Introduction. I coach 3 mornings a week at a 25 meter pool with an average of 25 swimmers in 5 lanes. I coach 2 evenings a week at a 25 yard pool with an average of 12-14 swimmers in 5 lanes. Both workouts are for one hour. They are mixed groups with competitive swimmers, triathletes, and people who just want a good workout. Ages range from 20 to 87, with an occassional teen-ager dropping in. My emphasis is on techinique and pace. I swim 3 days a week with a coach at a Y pool. I use some sets that I learn from my coach, Laura Peter. I also write a workout for myself for Saturday mornings. The workouts that I coach are 2500-2800 meters for the fastest lane, scaled down for other lanes. In the yard pool, they are 2700-3000 yards for the fastest lanes. For my personal workouts, I aim for 2500 yards and try to boost it to 2700 in the fall.

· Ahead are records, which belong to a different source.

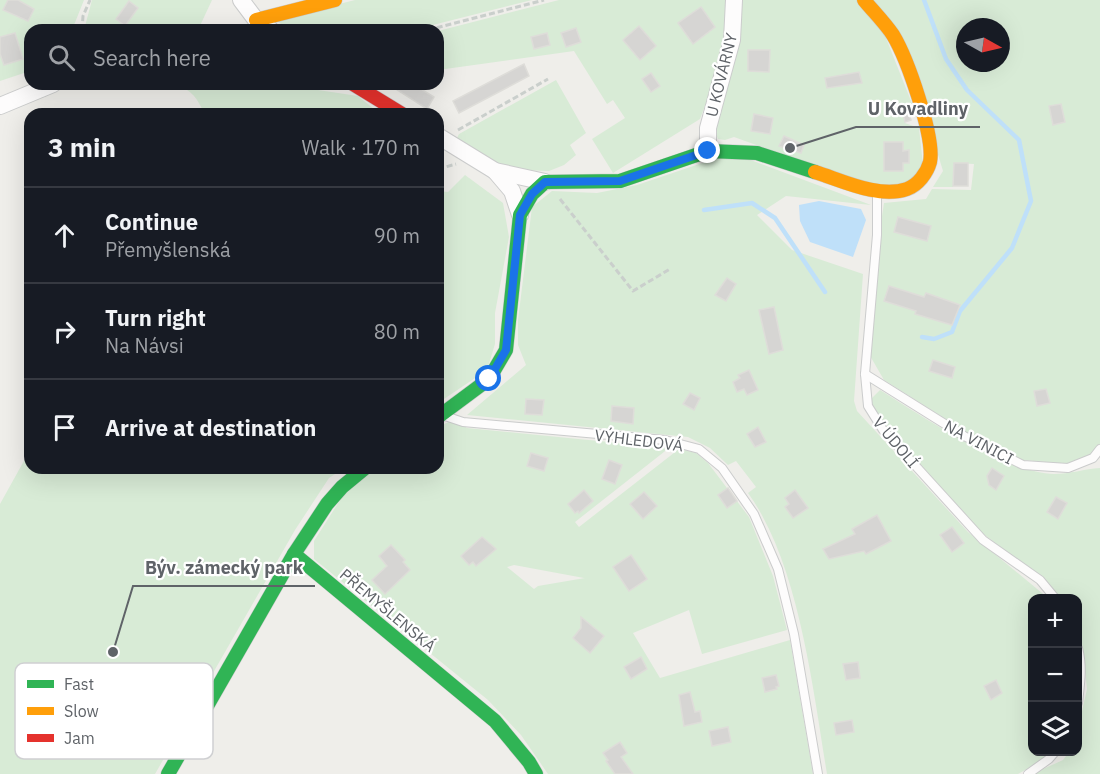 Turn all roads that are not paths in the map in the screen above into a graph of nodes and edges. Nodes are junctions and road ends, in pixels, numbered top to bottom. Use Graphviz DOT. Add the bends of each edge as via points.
graph roads {
  1 [pos="241,0"];
  2 [pos="335,0"];
  3 [pos="734,0"];
  4 [pos="864,0"];
  5 [pos="256,20"];
  6 [pos="262,24"];
  7 [pos="39,90"];
  8 [pos="363,90"];
  9 [pos="0,106"];
  10 [pos="392,108"];
  11 [pos="444,139"];
  12 [pos="708,151"];
  13 [pos="495,171"];
  14 [pos="545,182"];
  15 [pos="877,192"];
  16 [pos="520,215"];
  17 [pos="865,374"];
  18 [pos="444,413"];
  19 [pos="444,417"];
  20 [pos="1100,449"];
  21 [pos="358,474"];
  22 [pos="294,554"];
  23 [pos="1052,594"];
  24 [pos="213,695"];
  25 [pos="1052,756"];
  26 [pos="177,759"];
  27 [pos="168,774"];
  28 [pos="536,774"];
  29 [pos="818,774"];
  30 [pos="1028,774"];
  1 -- 5 [label="street"];
  2 -- 5 [label="street"];
  3 -- 12 [label="street, U KOVÁRNY" via="732,40 708,128"];
  4 -- 15 [label="street" via="893,35 907,65 927,124 930,161 921,180 907,189"];
  5 -- 6 [label="street"];
  7 -- 9 [label="street"];
  8 -- 10 [label="street"];
  11 -- 13 [label="street"];
  12 -- 14 [label="street" via="620,181"];
  12 -- 15 [label="street" via="757,153"];
  13 -- 14 [label="street"];
  13 -- 16 [label="street" via="512,191"];
  14 -- 16 [label="street" via="532,194"];
  15 -- 17 [label="lane, V ÚDOLÍ"];
  16 -- 18 [label="street" via="506,350 489,379"];
  17 -- 20 [label="lane, NA VINICI" via="964,436 1023,465 1068,468 1093,458"];
  17 -- 23 [label="lane, V ÚDOLÍ" via="868,406 883,430 983,540 1040,580"];
  19 -- 29 [label="lane, VÝHLEDOVÁ" via="665,440 699,449 722,468 754,514 778,569 794,634"];
  21 -- 22 [label="street" via="327,504"];
  22 -- 24 [label="street"];
  22 -- 28 [label="street, PŘEMYŠLENSKÁ" via="495,721"];
  25 -- 30 [label="lane"];
  26 -- 27 [label="street"];
} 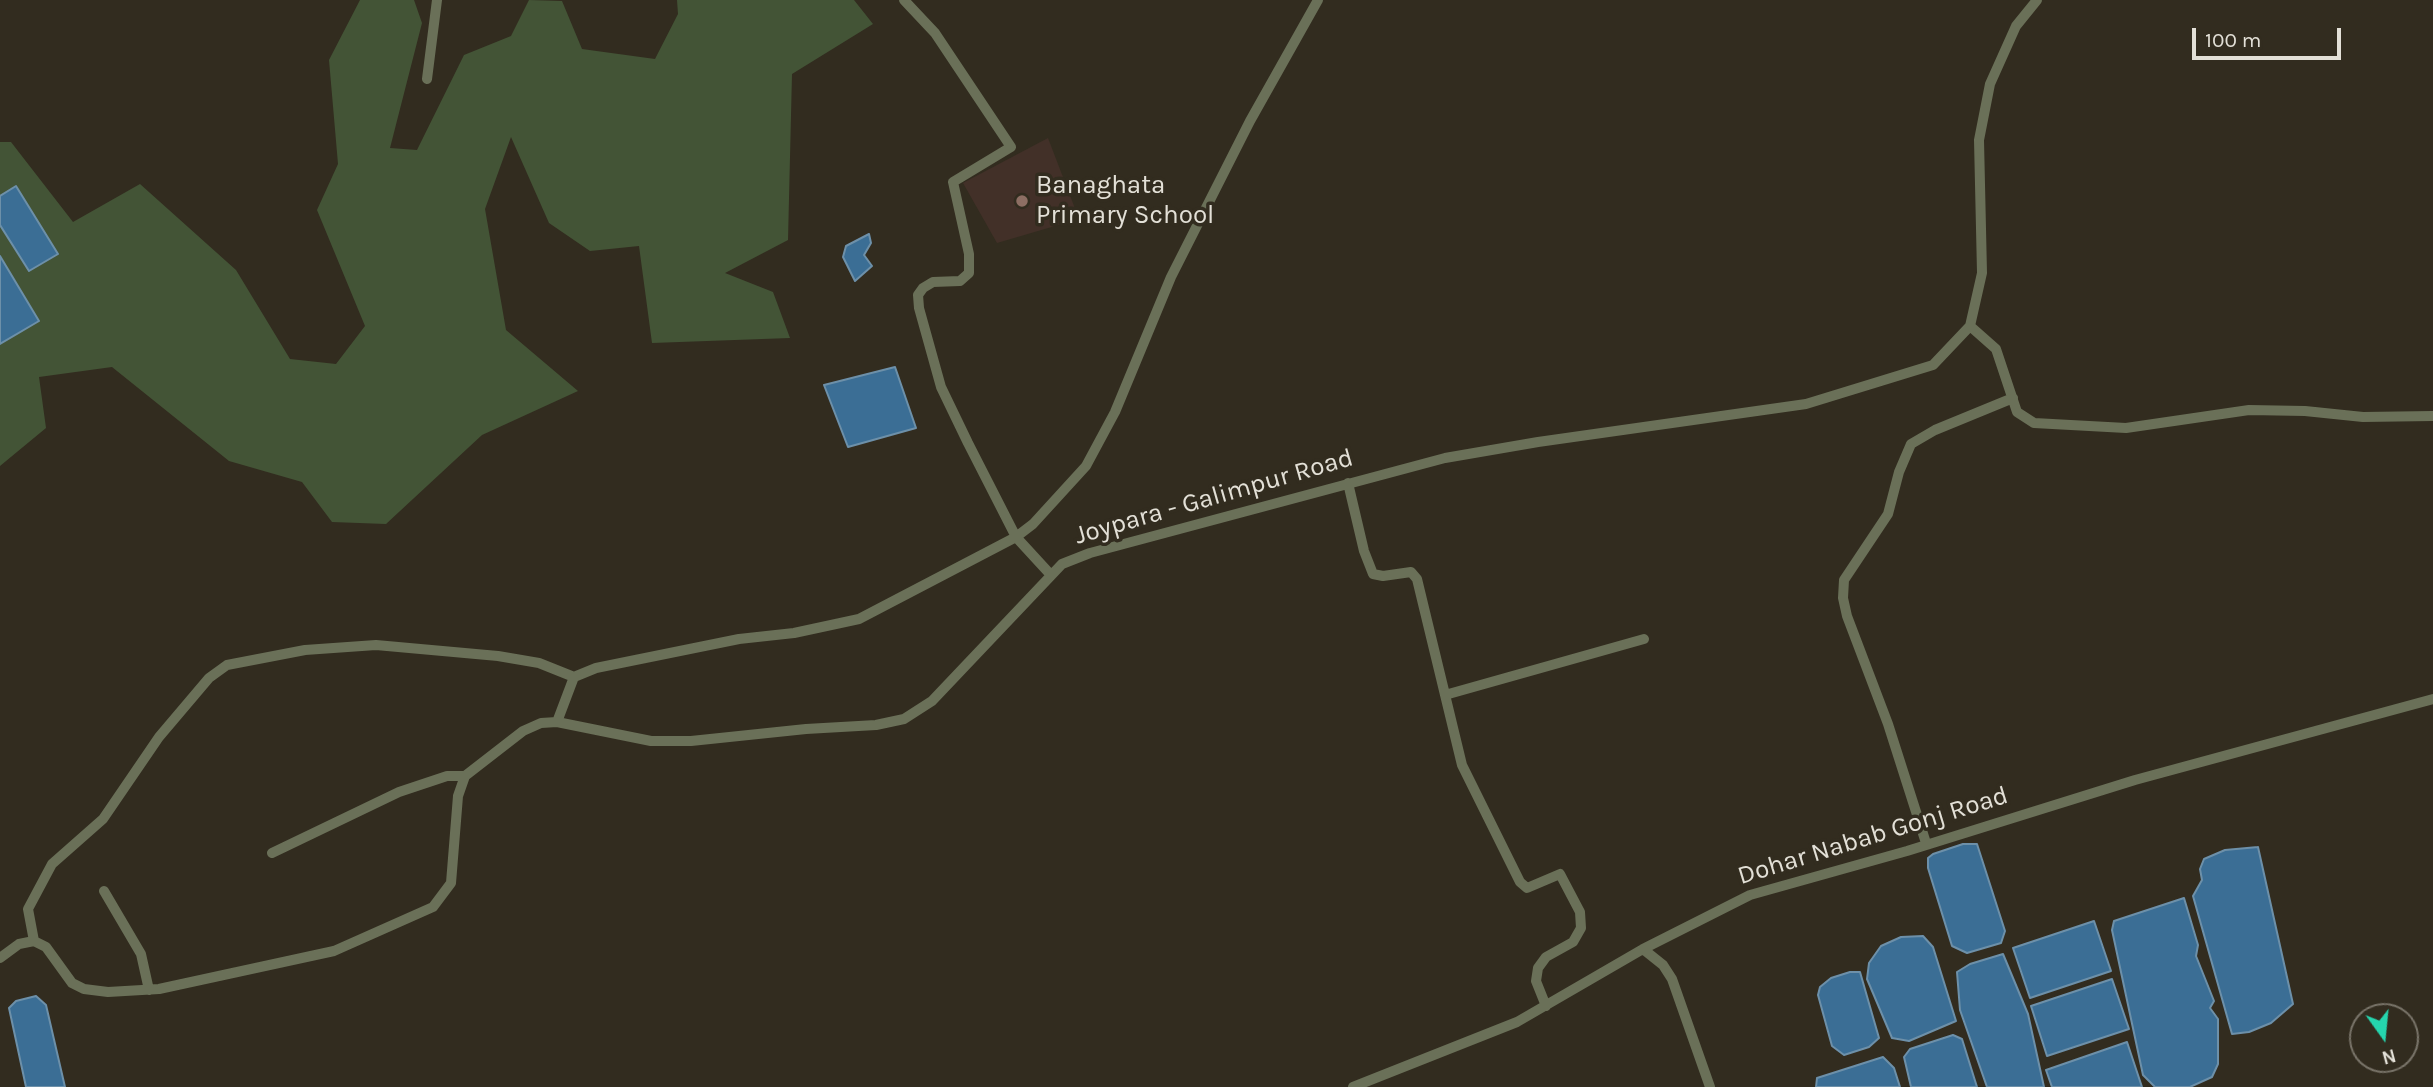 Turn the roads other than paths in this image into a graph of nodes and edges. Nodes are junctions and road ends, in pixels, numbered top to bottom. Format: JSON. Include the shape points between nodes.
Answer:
{"nodes":[{"id":1,"x":437,"y":0,"type":"edge"},
{"id":2,"x":904,"y":0,"type":"edge"},
{"id":3,"x":1318,"y":0,"type":"edge"},
{"id":4,"x":2037,"y":0,"type":"edge"},
{"id":5,"x":427,"y":79,"type":"dead end"},
{"id":6,"x":1970,"y":326,"type":"junction"},
{"id":7,"x":2012,"y":398,"type":"junction"},
{"id":8,"x":2433,"y":416,"type":"edge"},
{"id":9,"x":1348,"y":484,"type":"junction"},
{"id":10,"x":1016,"y":537,"type":"junction"},
{"id":11,"x":1050,"y":574,"type":"junction"},
{"id":12,"x":1644,"y":639,"type":"dead end"},
{"id":13,"x":574,"y":677,"type":"junction"},
{"id":14,"x":1445,"y":695,"type":"junction"},
{"id":15,"x":2433,"y":699,"type":"edge"},
{"id":16,"x":557,"y":722,"type":"junction"},
{"id":17,"x":465,"y":776,"type":"junction"},
{"id":18,"x":1926,"y":843,"type":"junction"},
{"id":19,"x":272,"y":853,"type":"dead end"},
{"id":20,"x":104,"y":891,"type":"dead end"},
{"id":21,"x":34,"y":941,"type":"junction"},
{"id":22,"x":1643,"y":949,"type":"junction"},
{"id":23,"x":0,"y":958,"type":"edge"},
{"id":24,"x":149,"y":989,"type":"junction"},
{"id":25,"x":1546,"y":1006,"type":"junction"},
{"id":26,"x":1353,"y":1087,"type":"edge"},
{"id":27,"x":1710,"y":1087,"type":"edge"}],
"edges":[{"from":1,"to":5,"type":"street"},
{"from":2,"to":10,"type":"street","via":[[935,33],[1011,147],[953,182],[969,254],[966,279],[933,282],[918,295],[941,387]]},
{"from":3,"to":10,"type":"street","via":[[1171,277],[1115,412],[1086,466],[1034,524]]},
{"from":4,"to":6,"type":"street","via":[[2016,26],[1990,84],[1979,140],[1982,273]]},
{"from":6,"to":7,"type":"street","via":[[1996,349]]},
{"from":6,"to":9,"type":"street","name":"Joypara - Galimpur Road","via":[[1933,365],[1806,404],[1446,458]]},
{"from":7,"to":8,"type":"street","via":[[2024,418],[2058,426],[2126,428],[2249,410]]},
{"from":7,"to":18,"type":"street","via":[[1911,444],[1888,514],[1844,580],[1847,616]]},
{"from":9,"to":11,"type":"street","name":"Joypara - Galimpur Road","via":[[1090,553]]},
{"from":9,"to":14,"type":"street","via":[[1373,573],[1411,572],[1418,579]]},
{"from":10,"to":11,"type":"street"},
{"from":10,"to":13,"type":"street","via":[[859,619],[684,650]]},
{"from":11,"to":16,"type":"street","name":"Joypara - Galimpur Road","via":[[932,701],[904,719],[691,741],[652,741]]},
{"from":12,"to":14,"type":"street"},
{"from":13,"to":16,"type":"street"},
{"from":13,"to":21,"type":"street","via":[[539,663],[498,656],[376,645],[304,650],[227,665],[209,678],[159,737],[103,819],[52,864],[28,909]]},
{"from":14,"to":25,"type":"street","via":[[1462,765],[1520,882],[1527,888],[1560,874],[1580,912],[1581,928],[1573,942],[1546,957],[1538,968],[1536,981]]},
{"from":15,"to":18,"type":"street","name":"Dohar Nabab Gonj Road","via":[[2135,780]]},
{"from":16,"to":17,"type":"street","name":"Joypara - Galimpur Road","via":[[523,731]]},
{"from":17,"to":19,"type":"street","via":[[447,776],[399,792]]},
{"from":17,"to":24,"type":"street","via":[[458,796],[451,883],[433,907],[334,951]]},
{"from":18,"to":22,"type":"street","name":"Dohar Nabab Gonj Road","via":[[1750,895]]},
{"from":20,"to":24,"type":"street","via":[[141,954]]},
{"from":21,"to":23,"type":"street","via":[[19,944]]},
{"from":21,"to":24,"type":"street","via":[[46,947],[72,983],[84,989]]},
{"from":22,"to":25,"type":"street","name":"Dohar Nabab Gonj Road"},
{"from":22,"to":27,"type":"street","via":[[1672,979]]},
{"from":25,"to":26,"type":"street","name":"Dohar Nabab Gonj Road","via":[[1517,1023]]}]}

  • Friday, Sept 10 Warm-Up (700) 300 (100 Swim/100 Pull, no paddles/100 Swim) 400 (8 x 50. Odds are kick; evens are swim.) Main (1600-2000) 16 x 25 Interval for everyone to get at least 10 sec rest. Choice. Try to stay consistent. 8 x 50 Interval for 15 sec rest. Work on steady pace. 1-4 are free, steady pace. 5-6, 7-8 choice. All can be free. 4 x 100 Interval for 15-20 sec rest. Again, even pace – be consistent 2 x 200 swim or 200 Pull/200 Swim. Rest 20-30. 1 x 400 (if time) Cool-Down (300) 100 Pull 100 Swim 100 Pull
  • Monday, Sept 13 Warm-Up (1000) 200 free swim 200 swim (50 choice/50 free) 300 pull. Start slowly and build so that last 100 is at a good pace. 200 kick, choice 100 swim Main (1350-1500) 4 x 50 Free. Get correct pace. Interval for 10 sec rest 10 x 100 free on interval for no less than 10 sec and no more than 20 sec rest (10 ≤ rest ≤ 20) (3-6) x 50. Choice. Descend 1-3, 4-6. Interval for 10 sec rest for non-free. Free will get more rest. Cool-Down (200) 100 swim 2 x 50 swim
  • Mon, Sept 13, Yard Pool WARM-UP (1100-1200) 400 75 free swim/25 non-free or drill 300 100 w/ paddles; 100 w/o paddles; 100 paddles optional 200 50 3 rt/3lft, 50 swim (back or free) 100 kick 100-200 swim, choice MAIN (1200) 300-400 as (2 x 200 or 2 x 150). Long stroke, think. Rest 20 sec. 25-50-75-100 Swim, count last length of each part. Go on 4th person touch. 100-75-50-25 Pull, count last length 300-400 (3-4) x (2 x 50) (1) 1 x 50 d/s, (2) 1 x 50 swim. Same stroke – do 3 or 4 sets if time. Each set can be different COOL-DOWN (100-200) 4 x 25 Count, 100 easy
  • Note: I was gone to the USMS convention from Tues-Sun. I emailed some workouts to my swimmers for them to do. Our morning pool is still closed for maintenance. Tuesday, Sept 14 This workout is harder to do in a group because of the longer swims. There will be some passing on the 500 and the first 400. After that, it should work out okay. If you are with a group, keep lane organized! 500 free swim 400 swim, 50 choice/50 free 400 (8 x 50) #1-4 are Kick with fins; #5-8 are Swim with fins. Get lane together to do these. 300 as 4 x (25K/25D/25S). Continuous. 300 free swim 200 pull 200 as 2 x 100 descend, choice. 100 easy swim 100 as 4 x 25, choice, easy
  • Wed, Sept 14 WARM-UP (900-1200) 200-400 Swim. Choice. When the first person in your lane finishes, everyone stop to start the next part. 100 Swim. Count strokes. Choice. 100 Pull. Count strokes. 300-400 Pull. Each lane decide distance. 200 No fins. 25 drill/25 swim. Choice. MAIN (1100-1300) 400 as 4 x 100 Free. Decide interval for 10-15 sec rest. Aerobic pace (not breathing hard). 200-400 (4 x 50. Descend 1-3. #4 is recovery. ) x 2 The 3 x 50 descend are the same stroke. The 4th 50 is recovery and can be anything. Set interval to give yourself time to descend. 300 as 6 x 50 (25 Drill/25 Swim), choice. Go 10 seconds after 2nd person finishes. 200 as 2 x 100 descend. Interval for 15 sec rest. COOL-DOWN (100-200) 100-200 Easy swim.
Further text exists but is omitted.